■ DATA FOR THE TASK
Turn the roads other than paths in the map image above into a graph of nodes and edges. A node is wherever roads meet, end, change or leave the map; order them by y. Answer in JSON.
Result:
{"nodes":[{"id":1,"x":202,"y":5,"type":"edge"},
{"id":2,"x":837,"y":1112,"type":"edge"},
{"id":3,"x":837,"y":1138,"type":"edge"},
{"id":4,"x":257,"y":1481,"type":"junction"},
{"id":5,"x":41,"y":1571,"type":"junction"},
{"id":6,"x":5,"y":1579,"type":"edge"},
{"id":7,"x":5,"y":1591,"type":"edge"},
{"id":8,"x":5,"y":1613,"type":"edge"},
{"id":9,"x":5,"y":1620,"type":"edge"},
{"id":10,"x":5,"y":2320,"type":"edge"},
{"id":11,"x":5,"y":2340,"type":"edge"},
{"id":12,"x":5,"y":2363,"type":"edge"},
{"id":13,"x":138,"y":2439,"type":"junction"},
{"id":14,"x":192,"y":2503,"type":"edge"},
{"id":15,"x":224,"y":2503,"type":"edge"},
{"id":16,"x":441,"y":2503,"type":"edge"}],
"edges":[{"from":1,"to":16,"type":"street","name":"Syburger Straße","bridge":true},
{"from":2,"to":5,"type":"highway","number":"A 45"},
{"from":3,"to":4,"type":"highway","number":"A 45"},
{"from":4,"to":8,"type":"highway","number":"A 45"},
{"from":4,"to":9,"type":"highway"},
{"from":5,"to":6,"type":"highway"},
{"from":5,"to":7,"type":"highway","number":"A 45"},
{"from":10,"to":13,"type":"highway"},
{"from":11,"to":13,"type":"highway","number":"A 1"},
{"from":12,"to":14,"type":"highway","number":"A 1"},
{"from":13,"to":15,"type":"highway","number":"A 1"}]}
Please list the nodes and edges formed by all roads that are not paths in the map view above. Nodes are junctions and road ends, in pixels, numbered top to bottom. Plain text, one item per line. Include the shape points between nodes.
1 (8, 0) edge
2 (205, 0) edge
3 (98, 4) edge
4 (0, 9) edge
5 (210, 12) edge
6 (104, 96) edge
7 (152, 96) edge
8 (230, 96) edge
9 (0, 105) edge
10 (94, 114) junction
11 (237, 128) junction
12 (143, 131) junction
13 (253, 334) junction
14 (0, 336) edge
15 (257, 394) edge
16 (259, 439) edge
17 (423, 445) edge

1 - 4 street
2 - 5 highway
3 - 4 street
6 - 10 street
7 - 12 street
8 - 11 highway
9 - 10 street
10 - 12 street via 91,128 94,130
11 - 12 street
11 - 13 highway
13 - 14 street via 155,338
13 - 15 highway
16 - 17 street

■ EXERCISE PROMPT
The task requires that all the material be restated word for word.

■ ANSWER
Turn the roads other than paths in the map image above into a graph of nodes and edges. A node is wherever roads meet, end, change or leave the map; order them by y. Answer in JSON.
Result:
{"nodes":[{"id":1,"x":202,"y":5,"type":"edge"},
{"id":2,"x":837,"y":1112,"type":"edge"},
{"id":3,"x":837,"y":1138,"type":"edge"},
{"id":4,"x":257,"y":1481,"type":"junction"},
{"id":5,"x":41,"y":1571,"type":"junction"},
{"id":6,"x":5,"y":1579,"type":"edge"},
{"id":7,"x":5,"y":1591,"type":"edge"},
{"id":8,"x":5,"y":1613,"type":"edge"},
{"id":9,"x":5,"y":1620,"type":"edge"},
{"id":10,"x":5,"y":2320,"type":"edge"},
{"id":11,"x":5,"y":2340,"type":"edge"},
{"id":12,"x":5,"y":2363,"type":"edge"},
{"id":13,"x":138,"y":2439,"type":"junction"},
{"id":14,"x":192,"y":2503,"type":"edge"},
{"id":15,"x":224,"y":2503,"type":"edge"},
{"id":16,"x":441,"y":2503,"type":"edge"}],
"edges":[{"from":1,"to":16,"type":"street","name":"Syburger Straße","bridge":true},
{"from":2,"to":5,"type":"highway","number":"A 45"},
{"from":3,"to":4,"type":"highway","number":"A 45"},
{"from":4,"to":8,"type":"highway","number":"A 45"},
{"from":4,"to":9,"type":"highway"},
{"from":5,"to":6,"type":"highway"},
{"from":5,"to":7,"type":"highway","number":"A 45"},
{"from":10,"to":13,"type":"highway"},
{"from":11,"to":13,"type":"highway","number":"A 1"},
{"from":12,"to":14,"type":"highway","number":"A 1"},
{"from":13,"to":15,"type":"highway","number":"A 1"}]}
Please list the nodes and edges formed by all roads that are not paths in the map view above. Nodes are junctions and road ends, in pixels, numbered top to bottom. Plain text, one item per line. Include the shape points between nodes.
1 (8, 0) edge
2 (205, 0) edge
3 (98, 4) edge
4 (0, 9) edge
5 (210, 12) edge
6 (104, 96) edge
7 (152, 96) edge
8 (230, 96) edge
9 (0, 105) edge
10 (94, 114) junction
11 (237, 128) junction
12 (143, 131) junction
13 (253, 334) junction
14 (0, 336) edge
15 (257, 394) edge
16 (259, 439) edge
17 (423, 445) edge

1 - 4 street
2 - 5 highway
3 - 4 street
6 - 10 street
7 - 12 street
8 - 11 highway
9 - 10 street
10 - 12 street via 91,128 94,130
11 - 12 street
11 - 13 highway
13 - 14 street via 155,338
13 - 15 highway
16 - 17 street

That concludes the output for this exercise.